"Kalau kemudian virus ini berlangsung secara lama, kita prediksikan ini akan mengarah semua pada potensi pertumbuhan 4,9%. Kemarin kan BPS merilis pertumbuhan 2019 kita 5,02%. Jika di 2020 ada beberapa kejadian termasuk corona ini, paling tidak bisa terkoreksi 0,1% sampai 4,9%," kata Faisal dalam acara diseminasi hasil analisis Badan Pengkajian dan Pengembangan Perdagangan (BPPP) Kementerian Perdagangan (Kemendag) dan outlook ekonomi dan perdagangan 2020 di Jakarta, Selasa (11/2/2020).
Ia kemudian membandingkan penyebaran virus corona dengan SARS yang terjadi pada tahun 2002-2004 lalu.
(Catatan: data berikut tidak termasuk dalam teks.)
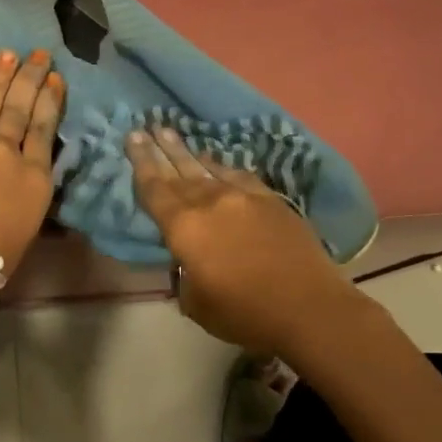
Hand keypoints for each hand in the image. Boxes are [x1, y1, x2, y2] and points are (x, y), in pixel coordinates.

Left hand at [0, 49, 63, 309]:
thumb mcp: (28, 226)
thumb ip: (29, 193)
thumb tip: (26, 175)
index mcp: (34, 177)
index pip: (46, 129)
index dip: (51, 100)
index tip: (55, 78)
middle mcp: (6, 153)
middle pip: (20, 109)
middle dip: (30, 79)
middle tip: (39, 53)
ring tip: (8, 54)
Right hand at [128, 126, 363, 358]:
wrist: (309, 308)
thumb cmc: (245, 313)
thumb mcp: (195, 303)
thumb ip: (184, 274)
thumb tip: (188, 260)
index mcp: (184, 228)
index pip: (154, 189)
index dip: (141, 163)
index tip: (132, 138)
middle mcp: (210, 203)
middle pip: (178, 171)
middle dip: (160, 149)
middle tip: (146, 127)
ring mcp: (243, 197)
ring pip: (208, 169)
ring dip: (188, 153)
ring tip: (173, 135)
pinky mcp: (271, 201)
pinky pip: (239, 177)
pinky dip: (223, 169)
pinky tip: (218, 165)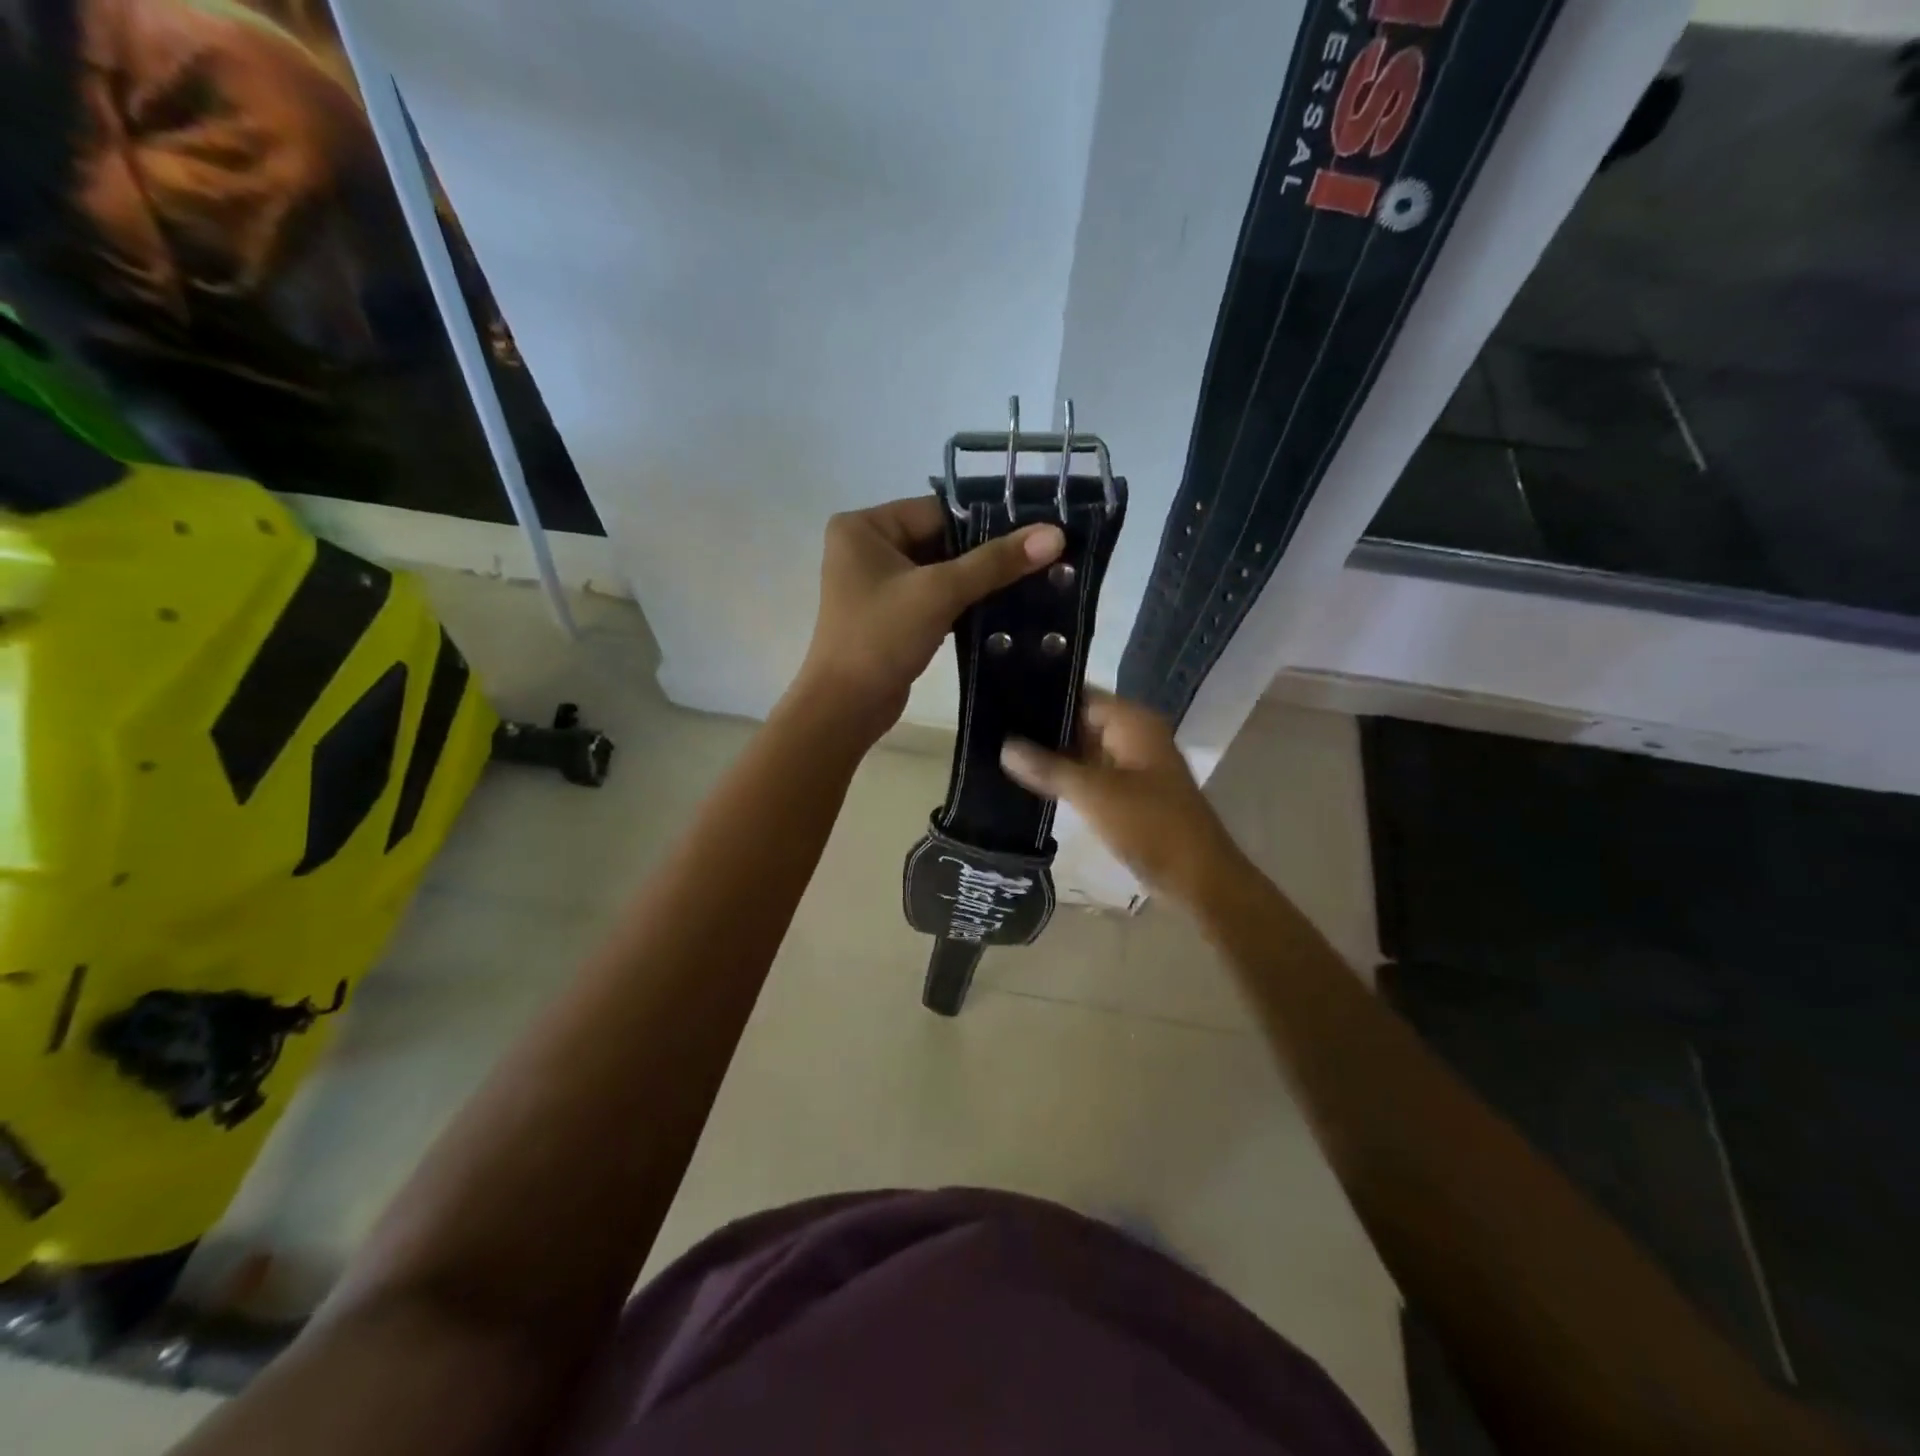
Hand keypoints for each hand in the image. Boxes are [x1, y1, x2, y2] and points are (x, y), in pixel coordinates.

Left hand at [796, 496, 1063, 737]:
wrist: (845, 708)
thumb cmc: (881, 638)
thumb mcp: (939, 592)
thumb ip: (996, 562)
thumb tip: (1054, 533)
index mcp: (864, 527)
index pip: (938, 511)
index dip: (988, 522)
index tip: (1037, 531)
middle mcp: (867, 548)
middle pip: (940, 540)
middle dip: (986, 555)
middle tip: (1043, 559)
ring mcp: (878, 584)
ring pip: (940, 572)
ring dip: (979, 582)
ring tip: (1033, 582)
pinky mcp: (892, 616)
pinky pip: (934, 598)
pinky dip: (964, 604)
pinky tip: (1005, 610)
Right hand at [1000, 691, 1244, 904]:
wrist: (1198, 878)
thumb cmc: (1151, 825)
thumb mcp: (1094, 793)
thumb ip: (1048, 768)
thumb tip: (1004, 747)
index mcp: (1133, 722)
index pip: (1079, 695)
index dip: (1041, 695)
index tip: (1000, 698)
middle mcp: (1133, 736)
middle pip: (1079, 721)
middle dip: (1040, 727)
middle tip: (990, 727)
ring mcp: (1131, 766)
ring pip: (1081, 750)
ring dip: (1049, 755)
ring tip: (998, 750)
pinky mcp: (1126, 794)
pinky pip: (1089, 775)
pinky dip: (1064, 777)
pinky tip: (1027, 781)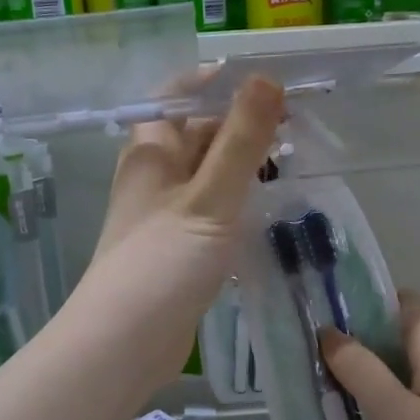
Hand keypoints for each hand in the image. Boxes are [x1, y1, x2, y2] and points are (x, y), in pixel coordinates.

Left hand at [67, 77, 284, 396]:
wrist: (125, 343)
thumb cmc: (164, 261)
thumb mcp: (210, 196)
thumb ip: (240, 140)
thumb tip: (265, 77)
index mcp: (151, 151)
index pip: (175, 95)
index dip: (213, 81)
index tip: (261, 81)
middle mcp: (154, 176)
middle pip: (196, 132)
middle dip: (240, 123)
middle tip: (295, 122)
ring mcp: (165, 213)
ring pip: (207, 173)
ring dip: (242, 163)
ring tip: (292, 158)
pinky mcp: (178, 247)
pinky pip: (210, 209)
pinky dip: (237, 200)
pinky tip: (267, 206)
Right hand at [319, 297, 419, 419]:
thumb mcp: (393, 415)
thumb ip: (360, 369)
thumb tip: (330, 331)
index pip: (406, 304)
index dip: (368, 303)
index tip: (328, 319)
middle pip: (406, 338)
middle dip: (365, 345)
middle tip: (320, 362)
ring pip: (410, 373)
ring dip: (376, 377)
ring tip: (334, 393)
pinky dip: (393, 404)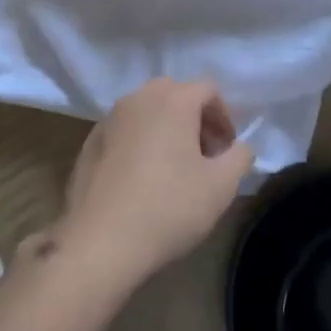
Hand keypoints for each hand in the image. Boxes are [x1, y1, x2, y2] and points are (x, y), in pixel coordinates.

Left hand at [53, 79, 251, 289]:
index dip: (225, 116)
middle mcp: (138, 98)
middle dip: (195, 118)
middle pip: (175, 94)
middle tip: (204, 155)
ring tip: (173, 168)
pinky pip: (124, 130)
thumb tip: (240, 147)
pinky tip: (141, 179)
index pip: (208, 89)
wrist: (100, 241)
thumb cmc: (168, 207)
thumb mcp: (221, 187)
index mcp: (172, 100)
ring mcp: (109, 118)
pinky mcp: (89, 142)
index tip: (227, 150)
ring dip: (166, 128)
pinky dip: (139, 142)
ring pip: (147, 110)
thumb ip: (240, 157)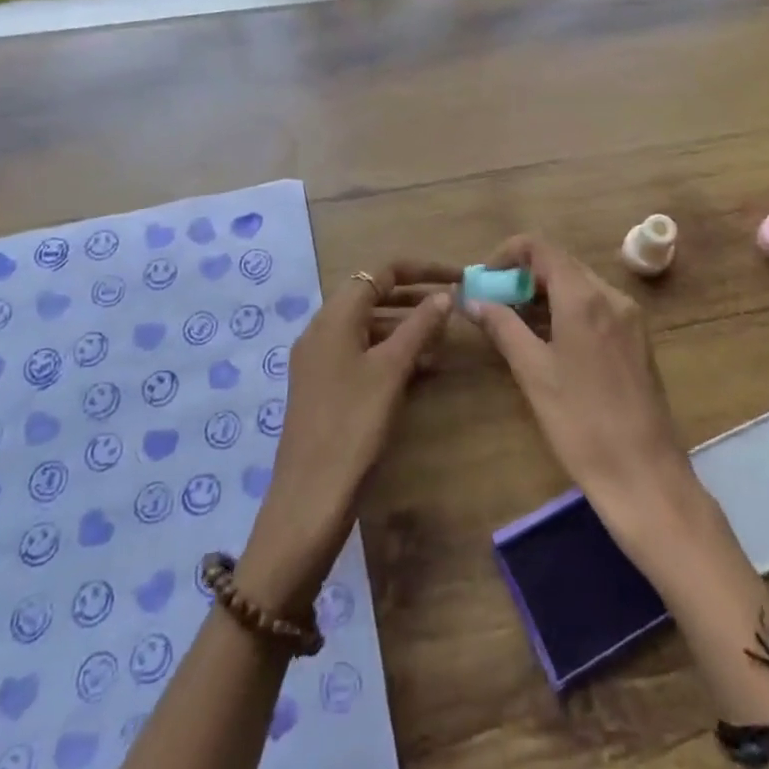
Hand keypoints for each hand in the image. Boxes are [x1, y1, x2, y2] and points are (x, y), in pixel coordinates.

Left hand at [236, 261, 455, 614]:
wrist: (310, 498)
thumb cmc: (353, 425)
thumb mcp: (391, 370)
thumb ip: (419, 326)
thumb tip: (444, 294)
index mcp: (334, 317)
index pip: (380, 272)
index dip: (421, 269)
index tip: (457, 275)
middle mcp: (323, 330)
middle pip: (373, 296)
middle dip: (415, 297)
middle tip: (455, 306)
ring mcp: (321, 360)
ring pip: (370, 327)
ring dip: (406, 327)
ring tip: (444, 340)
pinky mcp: (325, 387)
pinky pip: (363, 353)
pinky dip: (392, 352)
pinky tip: (422, 369)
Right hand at [465, 236, 697, 542]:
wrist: (645, 475)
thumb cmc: (582, 423)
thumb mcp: (533, 373)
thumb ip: (503, 327)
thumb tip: (473, 300)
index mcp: (585, 297)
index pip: (541, 248)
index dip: (508, 254)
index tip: (485, 279)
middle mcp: (612, 296)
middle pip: (561, 264)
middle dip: (523, 276)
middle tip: (493, 303)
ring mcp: (630, 317)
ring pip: (579, 286)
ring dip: (544, 294)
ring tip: (513, 323)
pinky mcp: (637, 340)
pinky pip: (596, 307)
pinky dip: (567, 310)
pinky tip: (548, 341)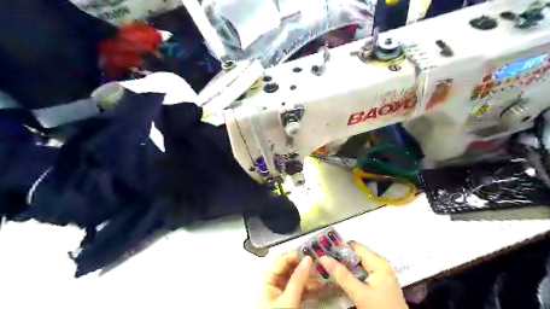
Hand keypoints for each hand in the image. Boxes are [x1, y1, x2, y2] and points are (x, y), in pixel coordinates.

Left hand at [261, 251, 322, 308]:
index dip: (294, 255)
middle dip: (304, 265)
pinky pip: (300, 288)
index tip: (310, 253)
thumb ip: (298, 279)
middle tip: (318, 263)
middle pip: (289, 268)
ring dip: (309, 276)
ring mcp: (282, 291)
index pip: (280, 261)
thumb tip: (308, 259)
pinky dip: (310, 286)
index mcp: (267, 280)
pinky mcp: (290, 299)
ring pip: (296, 277)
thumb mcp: (288, 300)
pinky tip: (321, 287)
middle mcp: (273, 282)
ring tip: (323, 275)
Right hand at [318, 242, 407, 308]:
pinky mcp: (378, 283)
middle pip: (355, 255)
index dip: (338, 247)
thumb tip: (323, 258)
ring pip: (357, 265)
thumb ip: (342, 275)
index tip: (323, 251)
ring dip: (344, 267)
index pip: (354, 246)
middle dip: (339, 258)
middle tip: (322, 261)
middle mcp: (379, 264)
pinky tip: (340, 280)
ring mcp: (380, 274)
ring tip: (327, 269)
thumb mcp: (360, 293)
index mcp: (378, 262)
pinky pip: (361, 273)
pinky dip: (350, 275)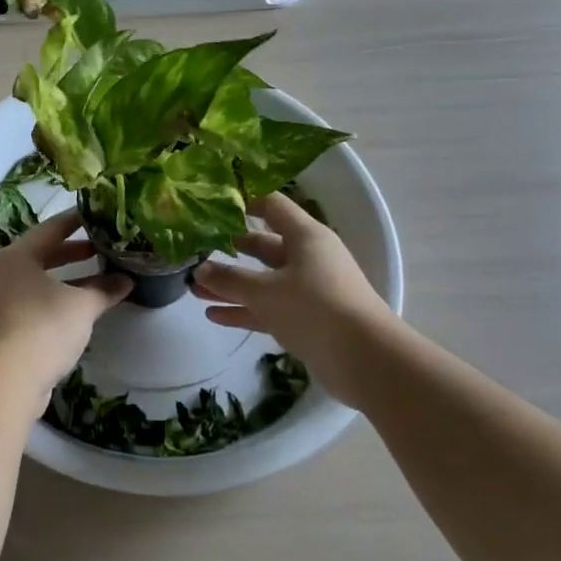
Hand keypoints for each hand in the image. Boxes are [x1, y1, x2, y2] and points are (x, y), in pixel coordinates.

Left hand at [0, 207, 131, 399]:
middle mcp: (2, 273)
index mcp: (17, 256)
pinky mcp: (0, 329)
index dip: (74, 221)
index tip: (94, 215)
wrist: (5, 379)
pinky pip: (31, 305)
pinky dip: (53, 302)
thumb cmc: (44, 327)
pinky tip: (74, 312)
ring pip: (36, 282)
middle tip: (98, 249)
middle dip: (71, 253)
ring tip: (93, 281)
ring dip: (64, 281)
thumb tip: (127, 280)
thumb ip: (104, 289)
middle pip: (41, 255)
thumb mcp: (82, 305)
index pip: (50, 229)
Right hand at [189, 193, 394, 395]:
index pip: (272, 206)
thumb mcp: (266, 291)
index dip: (244, 201)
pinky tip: (213, 314)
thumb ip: (229, 280)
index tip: (212, 204)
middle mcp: (308, 257)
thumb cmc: (315, 307)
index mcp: (305, 237)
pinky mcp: (306, 320)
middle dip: (231, 248)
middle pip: (264, 245)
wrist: (365, 359)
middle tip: (197, 248)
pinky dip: (244, 310)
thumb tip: (198, 271)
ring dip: (231, 284)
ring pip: (263, 280)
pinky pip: (268, 308)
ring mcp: (308, 290)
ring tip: (195, 287)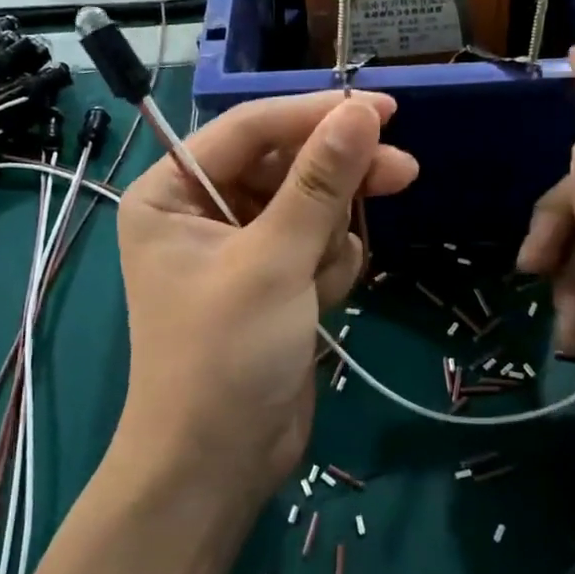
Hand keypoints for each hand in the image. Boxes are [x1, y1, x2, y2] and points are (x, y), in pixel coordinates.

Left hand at [115, 93, 418, 512]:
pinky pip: (316, 246)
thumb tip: (362, 112)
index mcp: (172, 193)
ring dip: (331, 236)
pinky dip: (329, 268)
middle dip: (337, 179)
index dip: (316, 115)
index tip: (384, 109)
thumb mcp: (273, 262)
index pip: (251, 130)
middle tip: (402, 172)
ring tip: (324, 280)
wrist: (220, 464)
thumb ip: (319, 183)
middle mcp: (201, 212)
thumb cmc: (226, 356)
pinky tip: (323, 301)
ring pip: (310, 207)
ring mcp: (241, 249)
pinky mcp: (274, 281)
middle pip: (286, 166)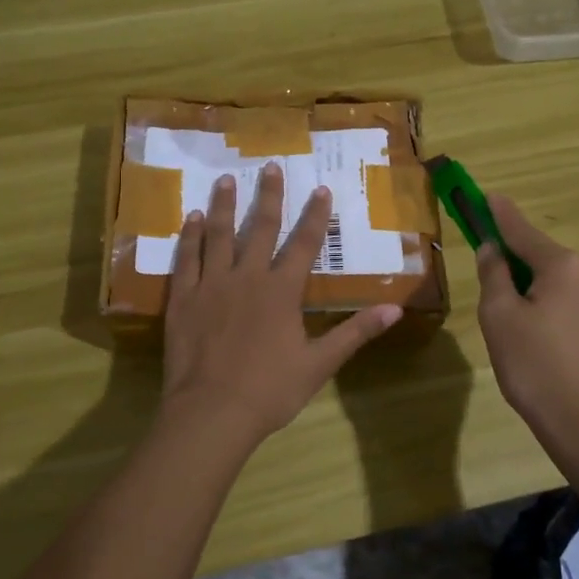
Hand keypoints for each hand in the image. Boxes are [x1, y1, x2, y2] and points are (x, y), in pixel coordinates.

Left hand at [160, 162, 401, 443]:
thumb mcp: (319, 364)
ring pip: (219, 236)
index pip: (303, 244)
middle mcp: (246, 277)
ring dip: (225, 206)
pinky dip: (189, 237)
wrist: (211, 412)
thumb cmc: (269, 390)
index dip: (314, 216)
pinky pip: (186, 259)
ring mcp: (211, 285)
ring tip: (227, 180)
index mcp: (281, 291)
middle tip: (270, 166)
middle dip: (269, 196)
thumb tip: (395, 309)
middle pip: (260, 229)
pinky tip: (191, 218)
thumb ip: (355, 333)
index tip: (320, 188)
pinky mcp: (183, 298)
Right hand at [475, 193, 578, 474]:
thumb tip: (492, 249)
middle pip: (538, 256)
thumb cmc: (538, 368)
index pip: (520, 230)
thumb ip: (493, 276)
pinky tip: (531, 340)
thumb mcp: (500, 318)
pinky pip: (565, 303)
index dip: (498, 214)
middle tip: (484, 287)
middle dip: (510, 263)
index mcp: (563, 265)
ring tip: (506, 328)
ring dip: (526, 290)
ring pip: (552, 282)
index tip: (485, 194)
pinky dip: (543, 308)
Meski dari jumlah kematian virus corona ini lebih rendah dibandingkan SARS, namun dari jumlah korban terpapar lebih banyak dalam kurun waktu satu bulan lebih, hingga saat ini sudah sekitar 41 ribu orang yang terpapar.
"SARS satu tahun itu jumlah yg terpapar 8.096 dan sekarang novell corona itu dua hari yang lalu saya catat masih 37,5 ribu tapi sekarang sudah 41 ribu lebih, sangat cepat sekali. Meskipun tingkat kematian jumlah yg terpapar itu lebih rendah dibandingkan dengan SARS," ujar Faisal.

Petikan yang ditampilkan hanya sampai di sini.